Stored items
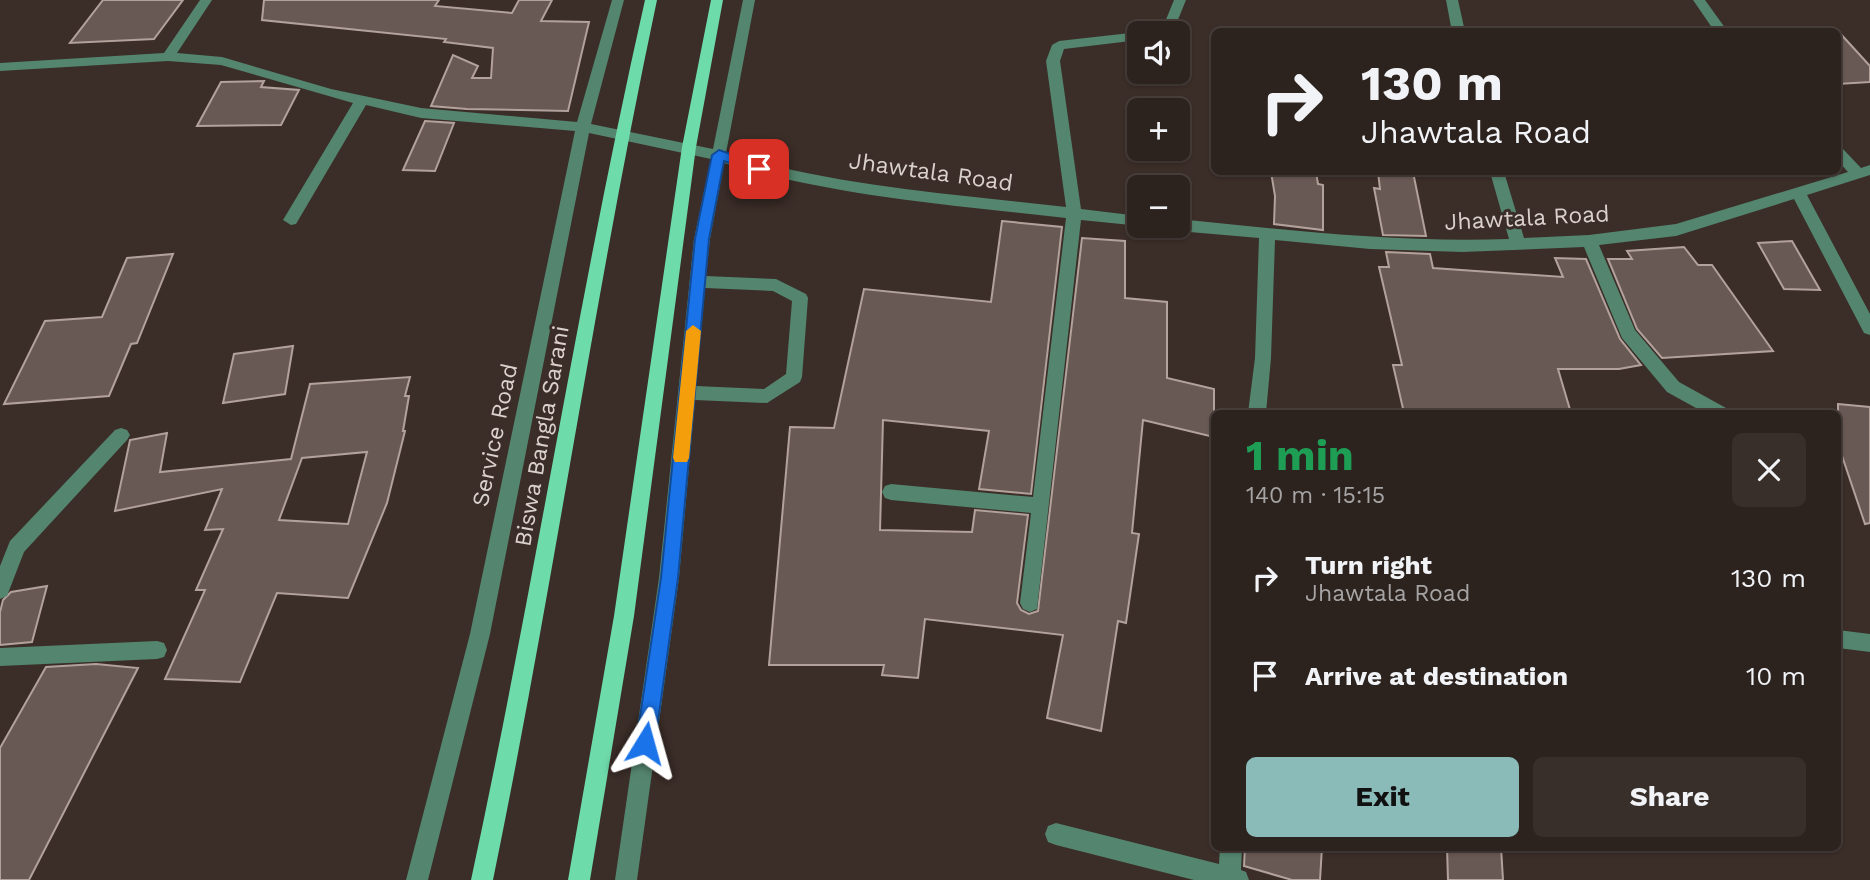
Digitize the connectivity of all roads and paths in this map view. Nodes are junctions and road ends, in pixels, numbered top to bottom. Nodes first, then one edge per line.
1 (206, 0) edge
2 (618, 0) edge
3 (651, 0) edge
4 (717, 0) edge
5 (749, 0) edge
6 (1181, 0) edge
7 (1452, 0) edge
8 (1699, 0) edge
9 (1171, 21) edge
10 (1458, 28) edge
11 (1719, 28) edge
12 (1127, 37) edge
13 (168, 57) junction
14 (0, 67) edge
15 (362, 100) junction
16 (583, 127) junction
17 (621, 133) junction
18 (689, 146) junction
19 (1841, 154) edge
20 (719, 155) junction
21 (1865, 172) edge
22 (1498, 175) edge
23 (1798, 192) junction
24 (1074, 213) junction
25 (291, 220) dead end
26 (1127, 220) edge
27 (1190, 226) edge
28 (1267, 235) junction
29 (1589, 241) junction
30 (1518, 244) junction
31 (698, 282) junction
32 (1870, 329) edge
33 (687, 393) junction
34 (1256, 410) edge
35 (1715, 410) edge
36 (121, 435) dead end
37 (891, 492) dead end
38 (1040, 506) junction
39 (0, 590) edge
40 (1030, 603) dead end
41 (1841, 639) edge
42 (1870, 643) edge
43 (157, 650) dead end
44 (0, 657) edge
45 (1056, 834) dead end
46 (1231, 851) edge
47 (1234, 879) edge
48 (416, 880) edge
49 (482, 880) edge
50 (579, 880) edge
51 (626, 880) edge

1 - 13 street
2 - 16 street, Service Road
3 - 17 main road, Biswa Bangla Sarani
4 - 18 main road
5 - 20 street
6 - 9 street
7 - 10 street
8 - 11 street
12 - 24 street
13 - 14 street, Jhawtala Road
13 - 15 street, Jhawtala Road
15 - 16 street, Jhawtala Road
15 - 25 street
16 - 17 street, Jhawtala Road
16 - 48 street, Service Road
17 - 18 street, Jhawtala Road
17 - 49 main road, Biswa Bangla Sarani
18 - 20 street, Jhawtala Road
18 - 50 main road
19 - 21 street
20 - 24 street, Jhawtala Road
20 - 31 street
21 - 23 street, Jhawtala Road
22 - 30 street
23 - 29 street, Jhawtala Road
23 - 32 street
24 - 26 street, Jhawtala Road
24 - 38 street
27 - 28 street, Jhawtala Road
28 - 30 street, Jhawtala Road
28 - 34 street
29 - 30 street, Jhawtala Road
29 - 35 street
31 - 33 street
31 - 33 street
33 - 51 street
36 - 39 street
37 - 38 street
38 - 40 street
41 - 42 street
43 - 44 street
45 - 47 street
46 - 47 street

What you need to do >>
Where a line above contains the word "Biswa", copy that line.

Answer below >>
3 - 17 main road, Biswa Bangla Sarani
17 - 49 main road, Biswa Bangla Sarani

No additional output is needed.